(RECORDS FOR THIS EXERCISE Opens)

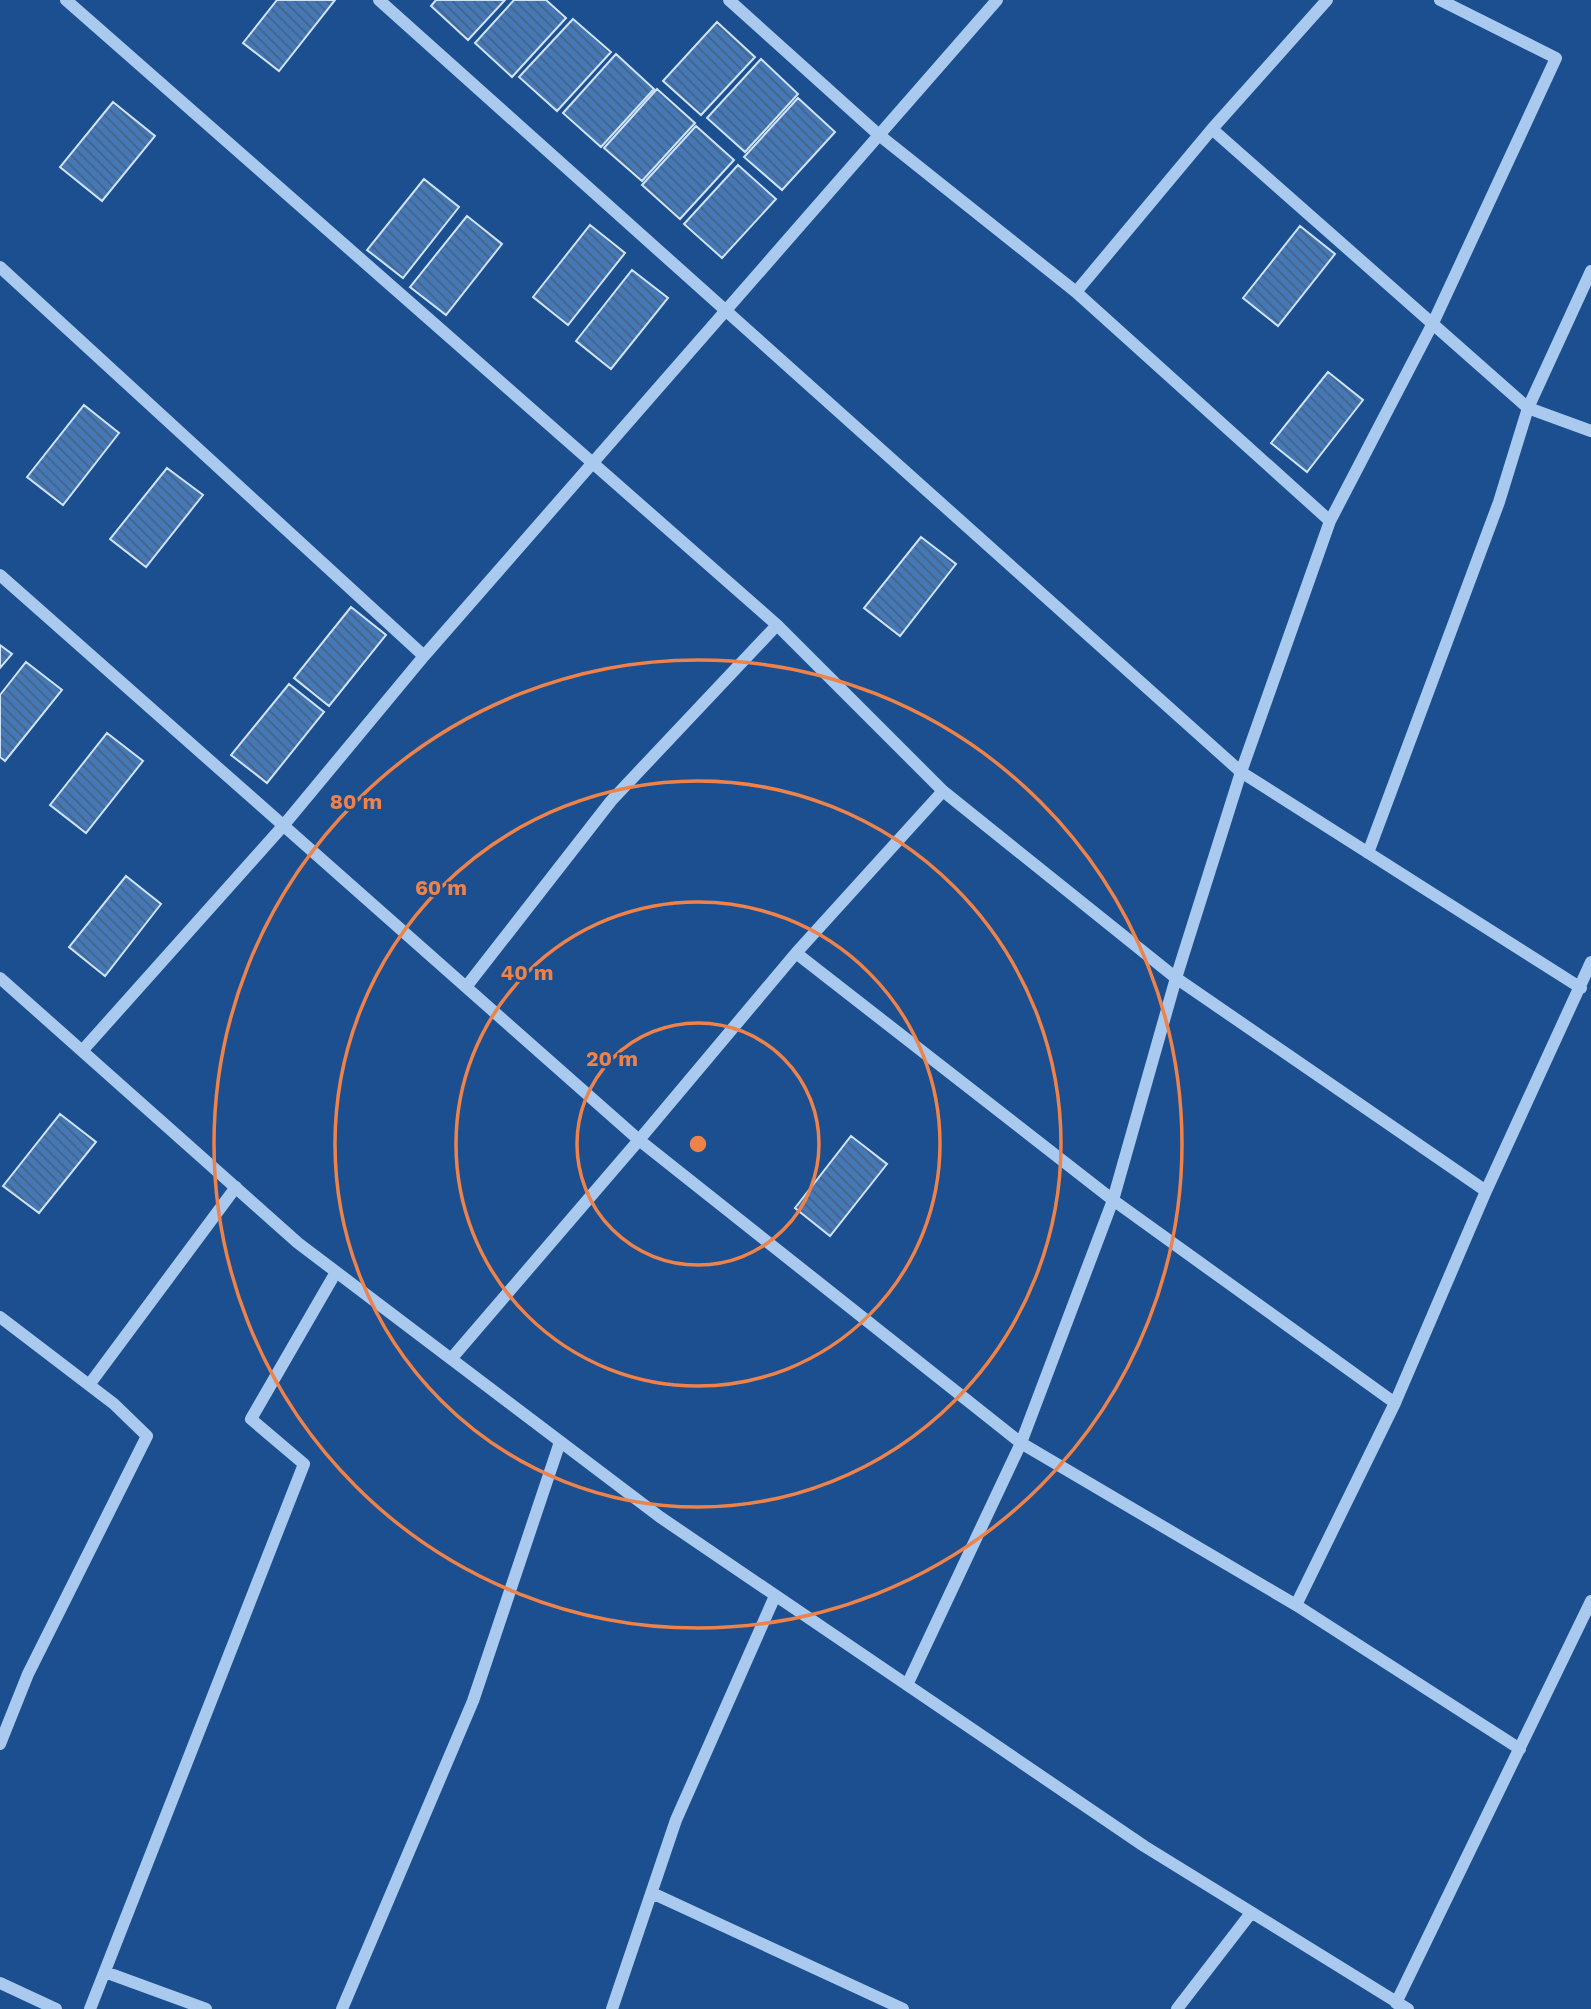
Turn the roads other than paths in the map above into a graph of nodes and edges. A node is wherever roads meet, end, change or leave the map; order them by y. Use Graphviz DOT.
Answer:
graph roads {
  1 [pos="66,0"];
  2 [pos="379,0"];
  3 [pos="729,0"];
  4 [pos="998,0"];
  5 [pos="1326,0"];
  6 [pos="1440,0"];
  7 [pos="1212,129"];
  8 [pos="879,135"];
  9 [pos="0,267"];
  10 [pos="1591,271"];
  11 [pos="1076,292"];
  12 [pos="727,310"];
  13 [pos="1433,323"];
  14 [pos="1528,408"];
  15 [pos="1591,431"];
  16 [pos="592,465"];
  17 [pos="1330,521"];
  18 [pos="0,575"];
  19 [pos="776,625"];
  20 [pos="424,656"];
  21 [pos="1241,772"];
  22 [pos="943,791"];
  23 [pos="283,826"];
  24 [pos="1368,853"];
  25 [pos="796,953"];
  26 [pos="1591,962"];
  27 [pos="0,978"];
  28 [pos="1176,978"];
  29 [pos="466,987"];
  30 [pos="1581,988"];
  31 [pos="82,1051"];
  32 [pos="639,1140"];
  33 [pos="236,1187"];
  34 [pos="1486,1191"];
  35 [pos="1113,1200"];
  36 [pos="336,1272"];
  37 [pos="0,1317"];
  38 [pos="451,1359"];
  39 [pos="89,1385"];
  40 [pos="1395,1403"];
  41 [pos="561,1442"];
  42 [pos="1021,1443"];
  43 [pos="775,1596"];
  44 [pos="1591,1601"];
  45 [pos="1296,1605"];
  46 [pos="907,1685"];
  47 [pos="0,1744"];
  48 [pos="1520,1749"];
  49 [pos="652,1893"];
  50 [pos="1251,1913"];
  51 [pos="105,1972"];
  52 [pos="0,1983"];
  53 [pos="1395,2003"];
  54 [pos="56,2009"];
  55 [pos="90,2009"];
  56 [pos="205,2009"];
  57 [pos="342,2009"];
  58 [pos="612,2009"];
  59 [pos="903,2009"];
  60 [pos="1177,2009"];
  61 [pos="1408,2009"];
  1 -- 16 [label="street"];
  2 -- 12 [label="street"];
  3 -- 8 [label="street"];
  4 -- 8 [label="street"];
  5 -- 7 [label="street"];
  6 -- 13 [label="street"];
  7 -- 11 [label="street"];
  7 -- 13 [label="street"];
  8 -- 11 [label="street"];
  8 -- 12 [label="street"];
  9 -- 20 [label="street"];
  10 -- 14 [label="street"];
  11 -- 17 [label="street"];
  12 -- 16 [label="street"];
  12 -- 21 [label="street"];
  13 -- 14 [label="street"];
  13 -- 17 [label="street"];
  14 -- 15 [label="street"];
  14 -- 24 [label="street"];
  16 -- 19 [label="street"];
  16 -- 20 [label="street"];
  17 -- 21 [label="street"];
  18 -- 23 [label="street"];
  19 -- 22 [label="street"];
  19 -- 29 [label="street"];
  20 -- 23 [label="street"];
  21 -- 24 [label="street"];
  21 -- 28 [label="street"];
  22 -- 25 [label="street"];
  22 -- 28 [label="street"];
  23 -- 29 [label="street"];
  23 -- 31 [label="street"];
  24 -- 30 [label="street"];
  25 -- 32 [label="street"];
  25 -- 35 [label="street"];
  26 -- 30 [label="street"];
  27 -- 31 [label="street"];
  28 -- 34 [label="street"];
  28 -- 35 [label="street"];
  29 -- 32 [label="street"];
  30 -- 34 [label="street"];
  31 -- 33 [label="street"];
  32 -- 38 [label="street"];
  32 -- 42 [label="street"];
  33 -- 36 [label="street"];
  33 -- 39 [label="street"];
  34 -- 40 [label="street"];
  35 -- 40 [label="street"];
  35 -- 42 [label="street"];
  36 -- 38 [label="street"];
  36 -- 51 [label="street"];
  37 -- 39 [label="street"];
  38 -- 41 [label="street"];
  39 -- 47 [label="street"];
  40 -- 45 [label="street"];
  41 -- 43 [label="street"];
  41 -- 57 [label="street"];
  42 -- 45 [label="street"];
  42 -- 46 [label="street"];
  43 -- 46 [label="street"];
  43 -- 49 [label="street"];
  44 -- 48 [label="street"];
  45 -- 48 [label="street"];
  46 -- 50 [label="street"];
  48 -- 53 [label="street"];
  49 -- 58 [label="street"];
  49 -- 59 [label="street"];
  50 -- 53 [label="street"];
  50 -- 60 [label="street"];
  51 -- 55 [label="street"];
  51 -- 56 [label="street"];
  52 -- 54 [label="street"];
  53 -- 61 [label="street"];
}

(RECORDS FOR THIS EXERCISE Closes)

TASK DIRECTIONS:
Pull out all lines from the entries above that include the word "roads".

EXERCISE OUTPUT:
Turn the roads other than paths in the map above into a graph of nodes and edges. A node is wherever roads meet, end, change or leave the map; order them by y. Use Graphviz DOT.
graph roads {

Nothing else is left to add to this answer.